The Flight of Antony and Cleopatra from the Battle of Actium (1897)

Agnes Pringle’s (1853-1954) The Flight of Antony and Cleopatra from the Battle of Actium (an 1897 oil on canvas) depicts the aftermath of the battle, with Antony and Cleopatra fleeing by boat following their defeat. The Laing Gallery’s curators rather patronisingly observe that:

'Cleopatra's pale-skinned appearance contrasts with that of the rowers, who Pringle assumed would have been enslaved people. Her imagining of the event does not fully consider or acknowledge the human suffering caused by slavery.

'…Agnes Pringle seems to have mistakenly assumed that the rowers would have been enslaved people, and shows an overseer with a whip.
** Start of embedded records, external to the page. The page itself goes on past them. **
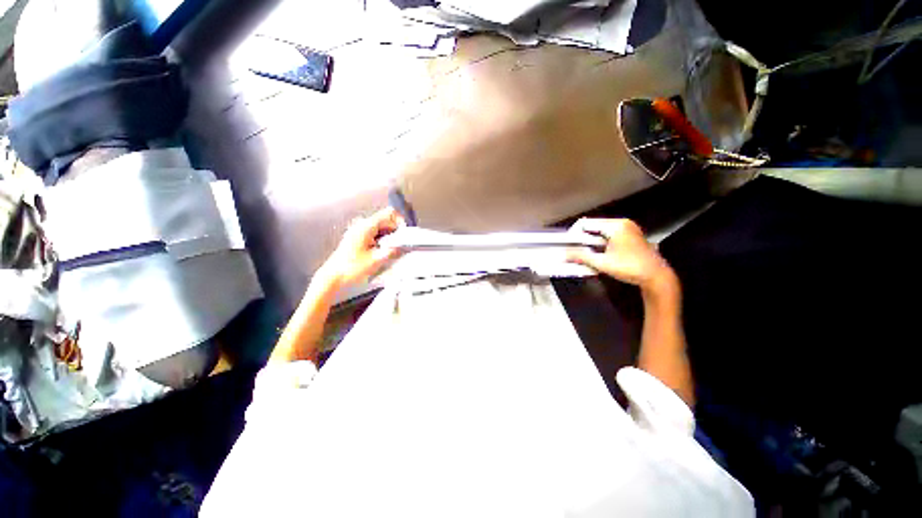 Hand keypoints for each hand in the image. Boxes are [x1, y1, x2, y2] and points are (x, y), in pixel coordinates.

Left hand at [318, 207, 404, 290]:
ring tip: (391, 252)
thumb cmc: (351, 269)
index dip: (400, 222)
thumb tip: (404, 246)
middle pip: (386, 221)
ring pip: (382, 229)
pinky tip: (382, 254)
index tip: (404, 234)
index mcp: (367, 226)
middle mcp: (362, 226)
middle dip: (396, 232)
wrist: (333, 278)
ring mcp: (359, 232)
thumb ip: (394, 250)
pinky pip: (376, 235)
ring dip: (390, 239)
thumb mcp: (377, 260)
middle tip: (400, 246)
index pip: (389, 213)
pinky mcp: (358, 240)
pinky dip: (383, 242)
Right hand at [567, 218, 676, 295]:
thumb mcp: (602, 263)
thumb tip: (564, 255)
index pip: (586, 223)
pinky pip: (609, 236)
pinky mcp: (631, 236)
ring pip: (601, 232)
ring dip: (591, 242)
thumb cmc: (630, 267)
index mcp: (615, 226)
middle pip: (594, 227)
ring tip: (585, 254)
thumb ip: (581, 257)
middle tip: (575, 251)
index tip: (569, 245)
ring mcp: (628, 229)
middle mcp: (622, 223)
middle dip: (582, 238)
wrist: (656, 277)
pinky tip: (598, 254)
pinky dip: (600, 243)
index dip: (574, 233) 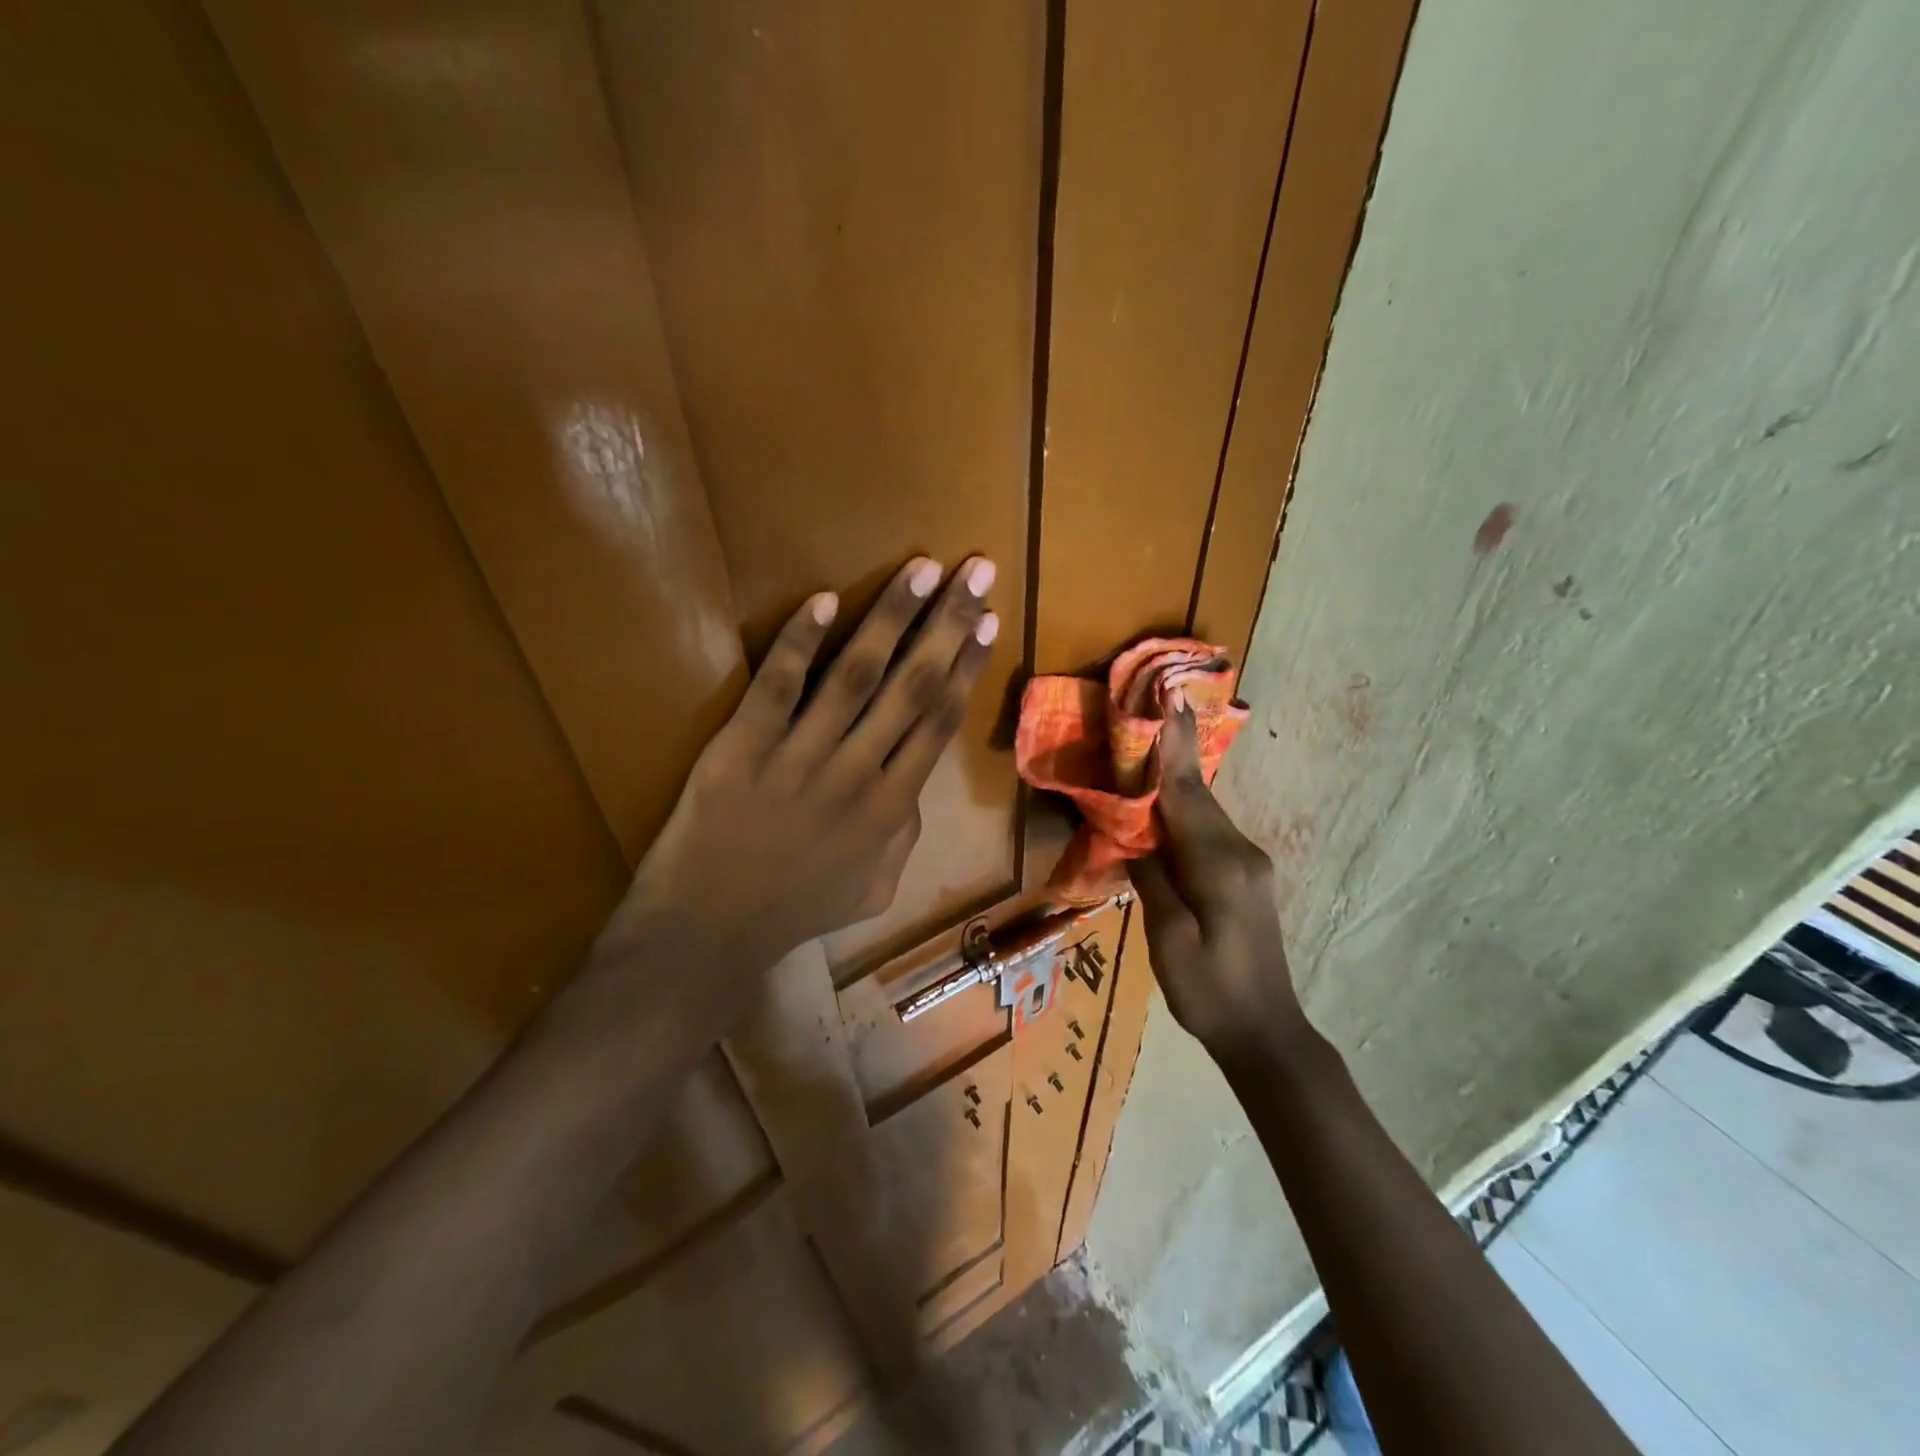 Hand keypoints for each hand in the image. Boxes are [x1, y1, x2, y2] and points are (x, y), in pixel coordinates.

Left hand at [604, 555, 998, 982]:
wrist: (710, 929)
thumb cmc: (795, 909)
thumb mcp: (875, 887)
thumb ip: (906, 834)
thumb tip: (914, 784)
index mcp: (891, 808)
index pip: (938, 720)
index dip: (966, 665)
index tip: (988, 620)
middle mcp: (857, 774)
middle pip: (912, 686)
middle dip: (948, 624)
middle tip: (975, 571)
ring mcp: (800, 759)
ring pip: (856, 675)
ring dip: (891, 616)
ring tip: (921, 568)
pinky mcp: (744, 748)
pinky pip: (777, 687)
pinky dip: (801, 643)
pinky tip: (823, 599)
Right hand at [1127, 695, 1306, 1060]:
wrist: (1266, 1032)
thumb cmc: (1209, 992)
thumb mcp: (1168, 939)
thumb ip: (1152, 879)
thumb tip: (1135, 836)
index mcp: (1220, 865)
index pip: (1186, 795)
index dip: (1172, 748)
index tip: (1167, 700)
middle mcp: (1241, 852)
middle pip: (1196, 796)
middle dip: (1170, 755)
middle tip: (1144, 716)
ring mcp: (1249, 863)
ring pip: (1203, 812)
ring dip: (1174, 782)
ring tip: (1145, 752)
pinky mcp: (1247, 876)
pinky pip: (1208, 831)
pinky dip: (1183, 812)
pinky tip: (1163, 808)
Victorian artists sometimes had a romanticised view of the past and did not fully acknowledge the suffering of servitude and slavery.

'…Paintings that depict enslaved people can be troubling and challenging to look at. What role should they play in a public museum like the Laing? We hope that this picture will prompt discussion and reflection about slavery.'

It was nineteenth-century Britain which led the world in the destruction of transatlantic slavery, as well as in East Africa and elsewhere. In contrast, courtesy of people smugglers and ill-policed immigration, there are more enslaved people operating in Britain than there has been for half a millennium (up to 130,000). I think that Miss Pringle and her generation have more of which to be proud than our smug, twenty-first century liberals who patronise the past but cannot see the hypocrisy and immorality at the end of their own noses.